**Supplied entries:**

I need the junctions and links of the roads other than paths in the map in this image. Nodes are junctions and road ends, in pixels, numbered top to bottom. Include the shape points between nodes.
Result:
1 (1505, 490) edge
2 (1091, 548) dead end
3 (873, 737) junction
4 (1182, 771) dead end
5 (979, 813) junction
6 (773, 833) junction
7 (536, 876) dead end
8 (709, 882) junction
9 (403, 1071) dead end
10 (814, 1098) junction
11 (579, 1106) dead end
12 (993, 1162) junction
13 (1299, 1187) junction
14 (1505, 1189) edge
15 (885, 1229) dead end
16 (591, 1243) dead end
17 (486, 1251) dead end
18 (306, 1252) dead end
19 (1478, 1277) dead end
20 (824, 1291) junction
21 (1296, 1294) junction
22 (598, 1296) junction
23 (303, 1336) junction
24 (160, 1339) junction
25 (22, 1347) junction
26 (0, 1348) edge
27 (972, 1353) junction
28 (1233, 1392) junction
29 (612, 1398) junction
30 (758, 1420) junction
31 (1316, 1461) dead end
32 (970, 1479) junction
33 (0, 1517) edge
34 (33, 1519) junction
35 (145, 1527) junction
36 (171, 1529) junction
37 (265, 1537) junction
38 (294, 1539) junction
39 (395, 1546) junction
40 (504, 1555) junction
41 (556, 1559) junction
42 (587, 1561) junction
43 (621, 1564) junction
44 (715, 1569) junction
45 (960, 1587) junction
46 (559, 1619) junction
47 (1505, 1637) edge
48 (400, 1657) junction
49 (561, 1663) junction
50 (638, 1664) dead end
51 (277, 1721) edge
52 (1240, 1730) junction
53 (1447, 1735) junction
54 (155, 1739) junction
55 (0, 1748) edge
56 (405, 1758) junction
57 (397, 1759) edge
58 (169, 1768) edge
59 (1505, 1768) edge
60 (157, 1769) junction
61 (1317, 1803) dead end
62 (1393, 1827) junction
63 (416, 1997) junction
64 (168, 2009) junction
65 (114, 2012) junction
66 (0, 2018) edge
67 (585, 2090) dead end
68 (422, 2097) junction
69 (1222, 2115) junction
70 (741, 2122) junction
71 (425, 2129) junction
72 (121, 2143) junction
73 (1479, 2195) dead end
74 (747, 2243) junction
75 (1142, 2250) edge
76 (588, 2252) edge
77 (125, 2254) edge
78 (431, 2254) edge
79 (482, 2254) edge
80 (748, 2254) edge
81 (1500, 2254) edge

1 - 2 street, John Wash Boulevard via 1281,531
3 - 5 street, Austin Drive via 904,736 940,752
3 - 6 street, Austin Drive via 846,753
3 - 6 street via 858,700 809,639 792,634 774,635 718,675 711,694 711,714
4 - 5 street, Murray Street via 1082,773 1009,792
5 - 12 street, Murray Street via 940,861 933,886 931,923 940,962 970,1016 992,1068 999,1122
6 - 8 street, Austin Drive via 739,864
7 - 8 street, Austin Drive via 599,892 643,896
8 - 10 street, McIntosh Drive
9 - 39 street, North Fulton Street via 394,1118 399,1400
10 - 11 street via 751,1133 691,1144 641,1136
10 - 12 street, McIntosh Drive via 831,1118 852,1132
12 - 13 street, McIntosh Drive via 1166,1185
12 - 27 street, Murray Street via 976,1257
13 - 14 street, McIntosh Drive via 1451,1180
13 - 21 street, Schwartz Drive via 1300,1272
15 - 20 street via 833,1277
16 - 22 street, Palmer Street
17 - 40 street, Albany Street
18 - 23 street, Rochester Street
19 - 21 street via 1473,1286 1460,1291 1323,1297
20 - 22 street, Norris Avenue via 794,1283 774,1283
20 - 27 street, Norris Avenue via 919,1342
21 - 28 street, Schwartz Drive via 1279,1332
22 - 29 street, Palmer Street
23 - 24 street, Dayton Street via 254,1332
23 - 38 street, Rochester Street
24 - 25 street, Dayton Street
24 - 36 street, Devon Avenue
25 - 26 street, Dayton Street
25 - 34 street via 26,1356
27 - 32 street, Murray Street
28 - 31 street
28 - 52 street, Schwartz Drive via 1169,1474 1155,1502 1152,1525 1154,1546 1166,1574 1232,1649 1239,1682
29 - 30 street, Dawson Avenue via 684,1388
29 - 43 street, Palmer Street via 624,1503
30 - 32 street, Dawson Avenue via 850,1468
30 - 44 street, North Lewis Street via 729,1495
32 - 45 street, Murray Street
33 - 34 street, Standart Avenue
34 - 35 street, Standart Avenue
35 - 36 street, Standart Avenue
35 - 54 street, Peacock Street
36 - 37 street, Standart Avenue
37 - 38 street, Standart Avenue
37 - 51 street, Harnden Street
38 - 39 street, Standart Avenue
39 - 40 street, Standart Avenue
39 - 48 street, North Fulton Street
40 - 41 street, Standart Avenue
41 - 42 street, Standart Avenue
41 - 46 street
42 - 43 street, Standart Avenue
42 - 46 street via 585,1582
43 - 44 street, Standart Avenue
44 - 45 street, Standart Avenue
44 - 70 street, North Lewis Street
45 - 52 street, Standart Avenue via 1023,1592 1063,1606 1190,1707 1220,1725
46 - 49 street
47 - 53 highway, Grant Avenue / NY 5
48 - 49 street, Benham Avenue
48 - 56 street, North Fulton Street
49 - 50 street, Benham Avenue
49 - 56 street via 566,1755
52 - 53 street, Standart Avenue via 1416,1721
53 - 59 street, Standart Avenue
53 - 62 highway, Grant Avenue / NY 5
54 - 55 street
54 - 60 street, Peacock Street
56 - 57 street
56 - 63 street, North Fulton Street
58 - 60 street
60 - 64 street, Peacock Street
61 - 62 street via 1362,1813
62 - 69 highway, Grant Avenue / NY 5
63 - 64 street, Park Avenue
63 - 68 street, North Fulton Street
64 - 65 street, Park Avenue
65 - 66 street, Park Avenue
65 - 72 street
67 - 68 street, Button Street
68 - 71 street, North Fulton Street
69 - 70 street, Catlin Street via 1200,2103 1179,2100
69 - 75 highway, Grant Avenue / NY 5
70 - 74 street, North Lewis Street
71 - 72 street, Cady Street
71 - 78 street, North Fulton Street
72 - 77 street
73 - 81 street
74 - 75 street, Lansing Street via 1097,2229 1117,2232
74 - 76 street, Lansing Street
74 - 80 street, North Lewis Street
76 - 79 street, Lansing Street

**Exercise brief:**
Could you return the complete listing, word for word?

**Exercise output:**
I need the junctions and links of the roads other than paths in the map in this image. Nodes are junctions and road ends, in pixels, numbered top to bottom. Include the shape points between nodes.
Result:
1 (1505, 490) edge
2 (1091, 548) dead end
3 (873, 737) junction
4 (1182, 771) dead end
5 (979, 813) junction
6 (773, 833) junction
7 (536, 876) dead end
8 (709, 882) junction
9 (403, 1071) dead end
10 (814, 1098) junction
11 (579, 1106) dead end
12 (993, 1162) junction
13 (1299, 1187) junction
14 (1505, 1189) edge
15 (885, 1229) dead end
16 (591, 1243) dead end
17 (486, 1251) dead end
18 (306, 1252) dead end
19 (1478, 1277) dead end
20 (824, 1291) junction
21 (1296, 1294) junction
22 (598, 1296) junction
23 (303, 1336) junction
24 (160, 1339) junction
25 (22, 1347) junction
26 (0, 1348) edge
27 (972, 1353) junction
28 (1233, 1392) junction
29 (612, 1398) junction
30 (758, 1420) junction
31 (1316, 1461) dead end
32 (970, 1479) junction
33 (0, 1517) edge
34 (33, 1519) junction
35 (145, 1527) junction
36 (171, 1529) junction
37 (265, 1537) junction
38 (294, 1539) junction
39 (395, 1546) junction
40 (504, 1555) junction
41 (556, 1559) junction
42 (587, 1561) junction
43 (621, 1564) junction
44 (715, 1569) junction
45 (960, 1587) junction
46 (559, 1619) junction
47 (1505, 1637) edge
48 (400, 1657) junction
49 (561, 1663) junction
50 (638, 1664) dead end
51 (277, 1721) edge
52 (1240, 1730) junction
53 (1447, 1735) junction
54 (155, 1739) junction
55 (0, 1748) edge
56 (405, 1758) junction
57 (397, 1759) edge
58 (169, 1768) edge
59 (1505, 1768) edge
60 (157, 1769) junction
61 (1317, 1803) dead end
62 (1393, 1827) junction
63 (416, 1997) junction
64 (168, 2009) junction
65 (114, 2012) junction
66 (0, 2018) edge
67 (585, 2090) dead end
68 (422, 2097) junction
69 (1222, 2115) junction
70 (741, 2122) junction
71 (425, 2129) junction
72 (121, 2143) junction
73 (1479, 2195) dead end
74 (747, 2243) junction
75 (1142, 2250) edge
76 (588, 2252) edge
77 (125, 2254) edge
78 (431, 2254) edge
79 (482, 2254) edge
80 (748, 2254) edge
81 (1500, 2254) edge

1 - 2 street, John Wash Boulevard via 1281,531
3 - 5 street, Austin Drive via 904,736 940,752
3 - 6 street, Austin Drive via 846,753
3 - 6 street via 858,700 809,639 792,634 774,635 718,675 711,694 711,714
4 - 5 street, Murray Street via 1082,773 1009,792
5 - 12 street, Murray Street via 940,861 933,886 931,923 940,962 970,1016 992,1068 999,1122
6 - 8 street, Austin Drive via 739,864
7 - 8 street, Austin Drive via 599,892 643,896
8 - 10 street, McIntosh Drive
9 - 39 street, North Fulton Street via 394,1118 399,1400
10 - 11 street via 751,1133 691,1144 641,1136
10 - 12 street, McIntosh Drive via 831,1118 852,1132
12 - 13 street, McIntosh Drive via 1166,1185
12 - 27 street, Murray Street via 976,1257
13 - 14 street, McIntosh Drive via 1451,1180
13 - 21 street, Schwartz Drive via 1300,1272
15 - 20 street via 833,1277
16 - 22 street, Palmer Street
17 - 40 street, Albany Street
18 - 23 street, Rochester Street
19 - 21 street via 1473,1286 1460,1291 1323,1297
20 - 22 street, Norris Avenue via 794,1283 774,1283
20 - 27 street, Norris Avenue via 919,1342
21 - 28 street, Schwartz Drive via 1279,1332
22 - 29 street, Palmer Street
23 - 24 street, Dayton Street via 254,1332
23 - 38 street, Rochester Street
24 - 25 street, Dayton Street
24 - 36 street, Devon Avenue
25 - 26 street, Dayton Street
25 - 34 street via 26,1356
27 - 32 street, Murray Street
28 - 31 street
28 - 52 street, Schwartz Drive via 1169,1474 1155,1502 1152,1525 1154,1546 1166,1574 1232,1649 1239,1682
29 - 30 street, Dawson Avenue via 684,1388
29 - 43 street, Palmer Street via 624,1503
30 - 32 street, Dawson Avenue via 850,1468
30 - 44 street, North Lewis Street via 729,1495
32 - 45 street, Murray Street
33 - 34 street, Standart Avenue
34 - 35 street, Standart Avenue
35 - 36 street, Standart Avenue
35 - 54 street, Peacock Street
36 - 37 street, Standart Avenue
37 - 38 street, Standart Avenue
37 - 51 street, Harnden Street
38 - 39 street, Standart Avenue
39 - 40 street, Standart Avenue
39 - 48 street, North Fulton Street
40 - 41 street, Standart Avenue
41 - 42 street, Standart Avenue
41 - 46 street
42 - 43 street, Standart Avenue
42 - 46 street via 585,1582
43 - 44 street, Standart Avenue
44 - 45 street, Standart Avenue
44 - 70 street, North Lewis Street
45 - 52 street, Standart Avenue via 1023,1592 1063,1606 1190,1707 1220,1725
46 - 49 street
47 - 53 highway, Grant Avenue / NY 5
48 - 49 street, Benham Avenue
48 - 56 street, North Fulton Street
49 - 50 street, Benham Avenue
49 - 56 street via 566,1755
52 - 53 street, Standart Avenue via 1416,1721
53 - 59 street, Standart Avenue
53 - 62 highway, Grant Avenue / NY 5
54 - 55 street
54 - 60 street, Peacock Street
56 - 57 street
56 - 63 street, North Fulton Street
58 - 60 street
60 - 64 street, Peacock Street
61 - 62 street via 1362,1813
62 - 69 highway, Grant Avenue / NY 5
63 - 64 street, Park Avenue
63 - 68 street, North Fulton Street
64 - 65 street, Park Avenue
65 - 66 street, Park Avenue
65 - 72 street
67 - 68 street, Button Street
68 - 71 street, North Fulton Street
69 - 70 street, Catlin Street via 1200,2103 1179,2100
69 - 75 highway, Grant Avenue / NY 5
70 - 74 street, North Lewis Street
71 - 72 street, Cady Street
71 - 78 street, North Fulton Street
72 - 77 street
73 - 81 street
74 - 75 street, Lansing Street via 1097,2229 1117,2232
74 - 76 street, Lansing Street
74 - 80 street, North Lewis Street
76 - 79 street, Lansing Street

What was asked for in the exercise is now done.